◆ Aim of the exercise
Please repeat the entries word for word and keep the images out.
[Provided data — start]
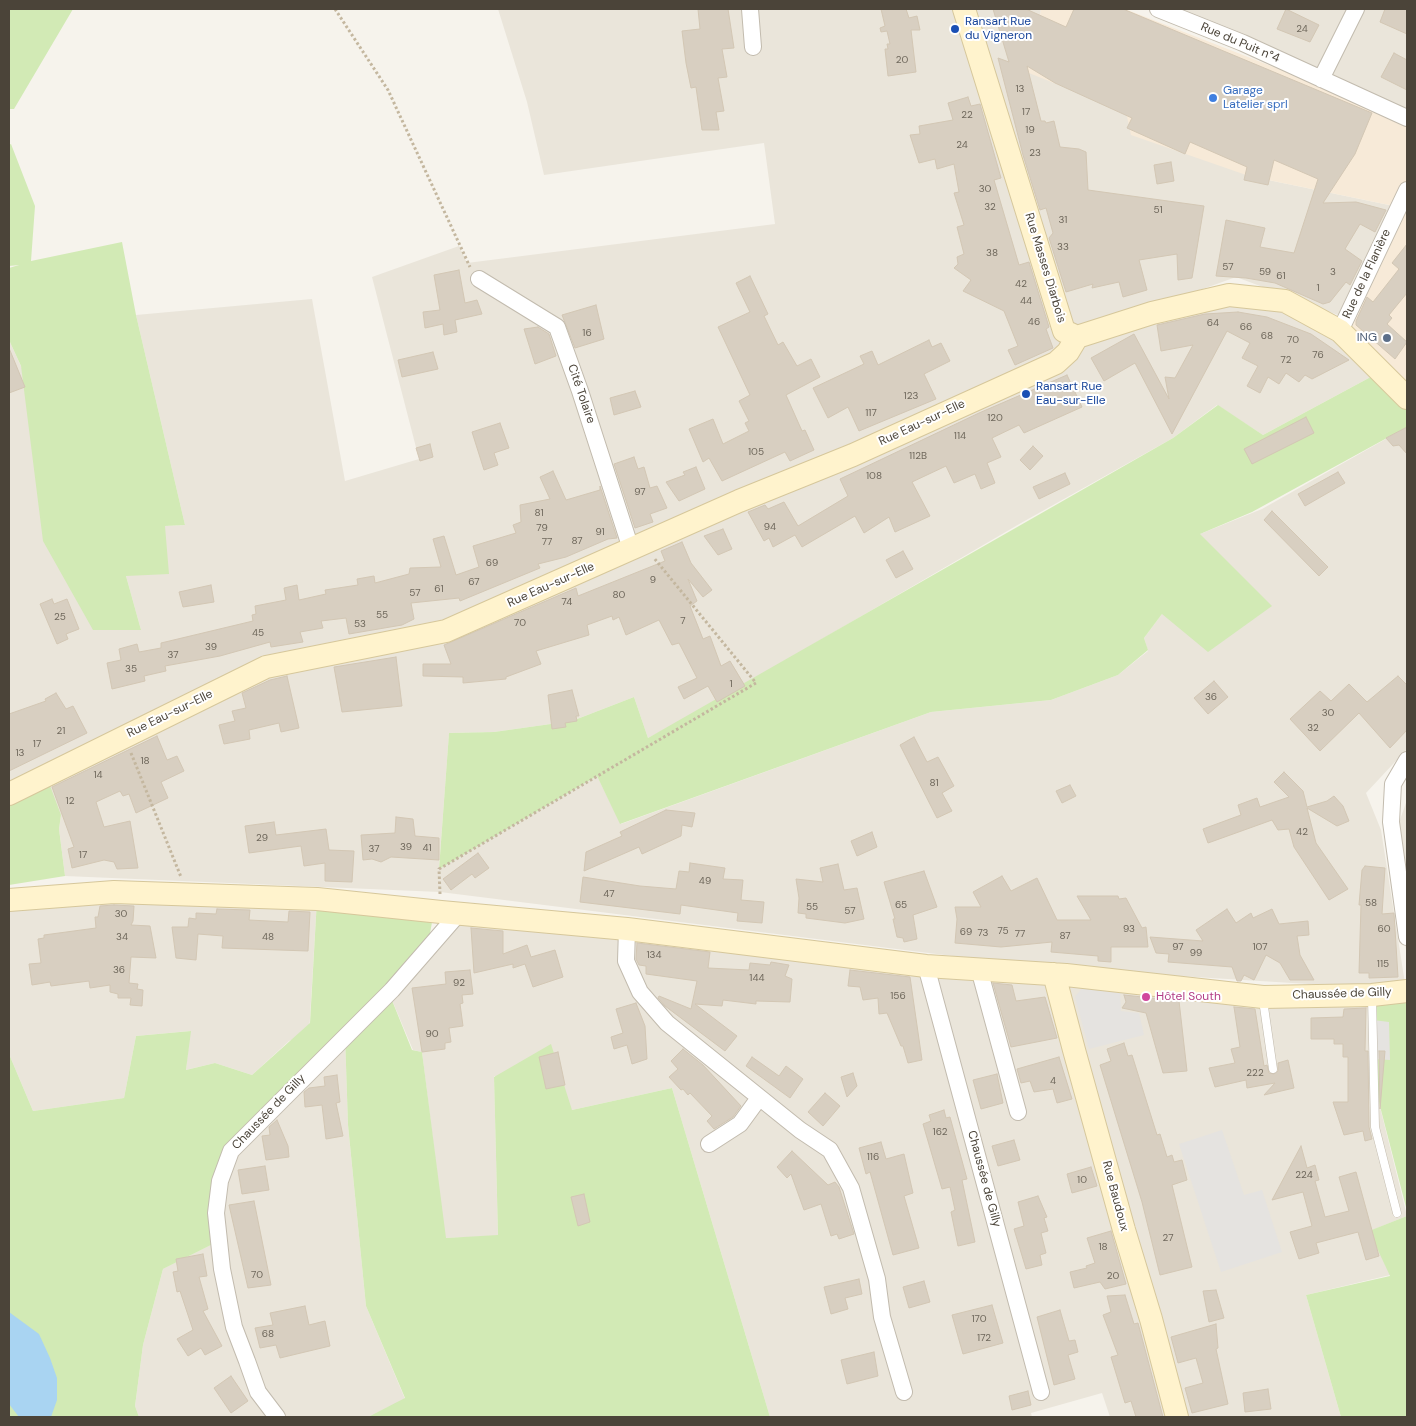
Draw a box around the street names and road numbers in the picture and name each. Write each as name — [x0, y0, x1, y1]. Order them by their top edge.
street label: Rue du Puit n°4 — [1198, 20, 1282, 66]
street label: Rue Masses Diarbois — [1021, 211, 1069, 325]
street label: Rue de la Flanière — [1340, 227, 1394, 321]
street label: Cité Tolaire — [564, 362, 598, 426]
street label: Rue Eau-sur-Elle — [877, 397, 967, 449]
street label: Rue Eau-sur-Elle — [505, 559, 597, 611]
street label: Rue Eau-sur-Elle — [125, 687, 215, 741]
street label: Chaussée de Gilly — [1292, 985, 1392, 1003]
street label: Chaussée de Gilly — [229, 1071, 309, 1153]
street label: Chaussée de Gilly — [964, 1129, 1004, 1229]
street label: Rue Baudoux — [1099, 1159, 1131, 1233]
[Provided data — finish]
◆ Answer for the task
Draw a box around the street names and road numbers in the picture and name each. Write each as name — [x0, y0, x1, y1]. Order them by their top edge.
street label: Rue du Puit n°4 — [1198, 20, 1282, 66]
street label: Rue Masses Diarbois — [1021, 211, 1069, 325]
street label: Rue de la Flanière — [1340, 227, 1394, 321]
street label: Cité Tolaire — [564, 362, 598, 426]
street label: Rue Eau-sur-Elle — [877, 397, 967, 449]
street label: Rue Eau-sur-Elle — [505, 559, 597, 611]
street label: Rue Eau-sur-Elle — [125, 687, 215, 741]
street label: Chaussée de Gilly — [1292, 985, 1392, 1003]
street label: Chaussée de Gilly — [229, 1071, 309, 1153]
street label: Chaussée de Gilly — [964, 1129, 1004, 1229]
street label: Rue Baudoux — [1099, 1159, 1131, 1233]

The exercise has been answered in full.